Entertainment

Promising season has a fresh slate of grace

As the title sleepwalker in “La Sonnambula,” the excellent Janie Taylor keeps her audience wide awake.

Fresh casting at New York City Ballet made three classics seem born yesterday. Pale, ghostly Janie Taylor, who made her debut over the weekend in George Balanchine’s “La Sonnambula,” is such an inevitable choice as a sleepwalker that you don’t just love her performance, you feel as if it were already familiar, a feat of déjà vu.

The ballet, scored to a pastiche of themes from 19th-century opera composer Vincenzo Bellini, is a gothic tale of a poet who meets his ideal beauty — a mysterious woman holding a candlestick — with tragic results.

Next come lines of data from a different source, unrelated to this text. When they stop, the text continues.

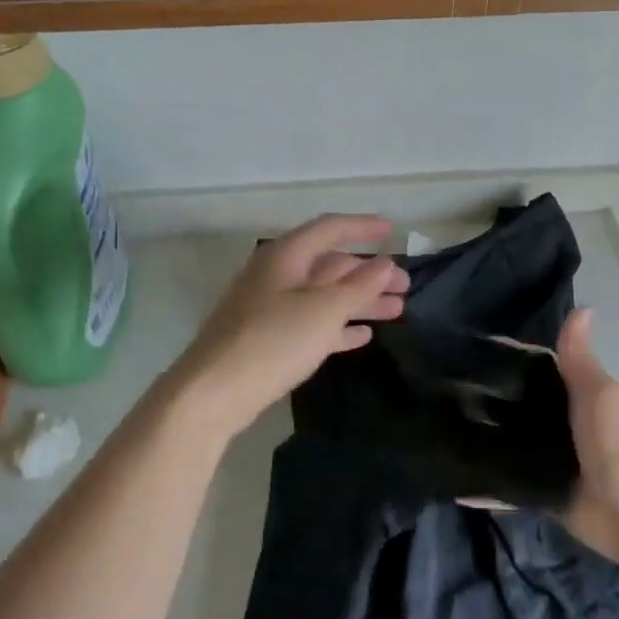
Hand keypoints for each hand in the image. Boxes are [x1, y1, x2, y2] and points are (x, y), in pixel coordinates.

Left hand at [172, 215, 408, 436]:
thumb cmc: (273, 341)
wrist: (213, 392)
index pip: (330, 228)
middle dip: (369, 274)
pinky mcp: (267, 338)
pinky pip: (311, 323)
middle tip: (406, 287)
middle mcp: (277, 274)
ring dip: (360, 301)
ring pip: (324, 296)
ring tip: (396, 311)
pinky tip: (362, 336)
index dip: (363, 227)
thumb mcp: (323, 311)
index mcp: (286, 256)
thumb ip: (358, 286)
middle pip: (330, 265)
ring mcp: (270, 307)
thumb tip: (384, 264)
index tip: (394, 230)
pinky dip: (338, 326)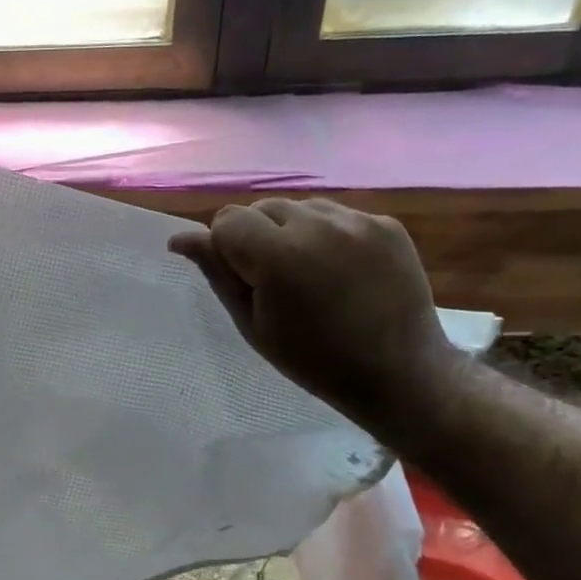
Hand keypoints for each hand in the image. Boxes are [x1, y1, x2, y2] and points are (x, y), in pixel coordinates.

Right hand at [168, 199, 458, 430]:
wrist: (399, 372)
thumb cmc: (312, 359)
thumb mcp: (252, 324)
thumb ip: (218, 273)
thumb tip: (181, 238)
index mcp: (278, 255)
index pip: (226, 220)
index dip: (225, 248)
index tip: (243, 280)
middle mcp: (317, 225)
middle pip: (261, 207)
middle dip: (256, 236)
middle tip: (273, 280)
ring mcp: (357, 221)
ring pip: (299, 207)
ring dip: (291, 231)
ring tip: (308, 271)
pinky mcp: (386, 223)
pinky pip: (337, 215)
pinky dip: (327, 234)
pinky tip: (340, 269)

Taylor brings a wild urgency to the stage. Asleep, but moving restlessly in staccato motion, she can’t see the poet, but she can sense him. He’s played by Robert Fairchild, also new to his part, and who may be too wholesome to play a doomed romantic. Fairchild’s at his best when he first sees her race, unseeing, onto the stage. He’s driven to know more about this enigmatic woman in white, but curiosity is what kills the cat.

The rest of the show had fine debuts, as well as old hands looking refreshed. “Divertimento No. 15” is sublime, plotless Mozart with five ballerinas decked out in lemon-colored tutus. Ana Sophia Scheller got a shot at the third variation. She’s shorter than usual for its elegant balances and poses, but it’s a role for a glamour girl — and that’s what she is.

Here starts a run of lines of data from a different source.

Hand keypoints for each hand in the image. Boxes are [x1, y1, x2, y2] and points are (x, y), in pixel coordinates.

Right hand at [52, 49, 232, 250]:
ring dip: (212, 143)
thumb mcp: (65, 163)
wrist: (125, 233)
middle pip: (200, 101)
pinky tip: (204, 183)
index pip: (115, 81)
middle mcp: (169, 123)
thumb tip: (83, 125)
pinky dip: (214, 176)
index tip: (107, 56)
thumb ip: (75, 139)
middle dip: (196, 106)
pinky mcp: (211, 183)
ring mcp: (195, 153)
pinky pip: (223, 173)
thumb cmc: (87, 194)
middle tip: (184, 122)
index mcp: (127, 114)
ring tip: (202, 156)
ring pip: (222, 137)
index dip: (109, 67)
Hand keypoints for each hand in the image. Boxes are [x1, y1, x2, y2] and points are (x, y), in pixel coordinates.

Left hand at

Cool blonde Lauren King is in the corps, but looks at home dancing the first variation among the soloists and principals. In a company that celebrates quirky extremes, her smooth capability isn’t easily pigeonholed, but she gets better every season.

Senior principal Wendy Whelan staged a mini-comeback in Christopher Wheeldon’s “Polyphonia,” a contemporary ballet set to thorny piano music. She originated her part a decade ago, so there’s been some wear and tear. But she looks rejuvenated, dancing with an otherworldly beauty in her moonwalk duets with Tyler Angle. Her limbs move slowly, like tendrils in zero gravity.

Larger-than-life Sara Mearns took a role originally made for a delicate waif and completely reinterpreted it. She dances a frail waltz before being abandoned to a dark stage. But with her determined attack, the moment seems both defiant and heroic.

Neither Taylor nor Mearns is yet slated for another outing in those parts; the ballets will have their casts shuffled as the season goes on. That’s why it pays to go more than once. Everything depends on who’s dancing.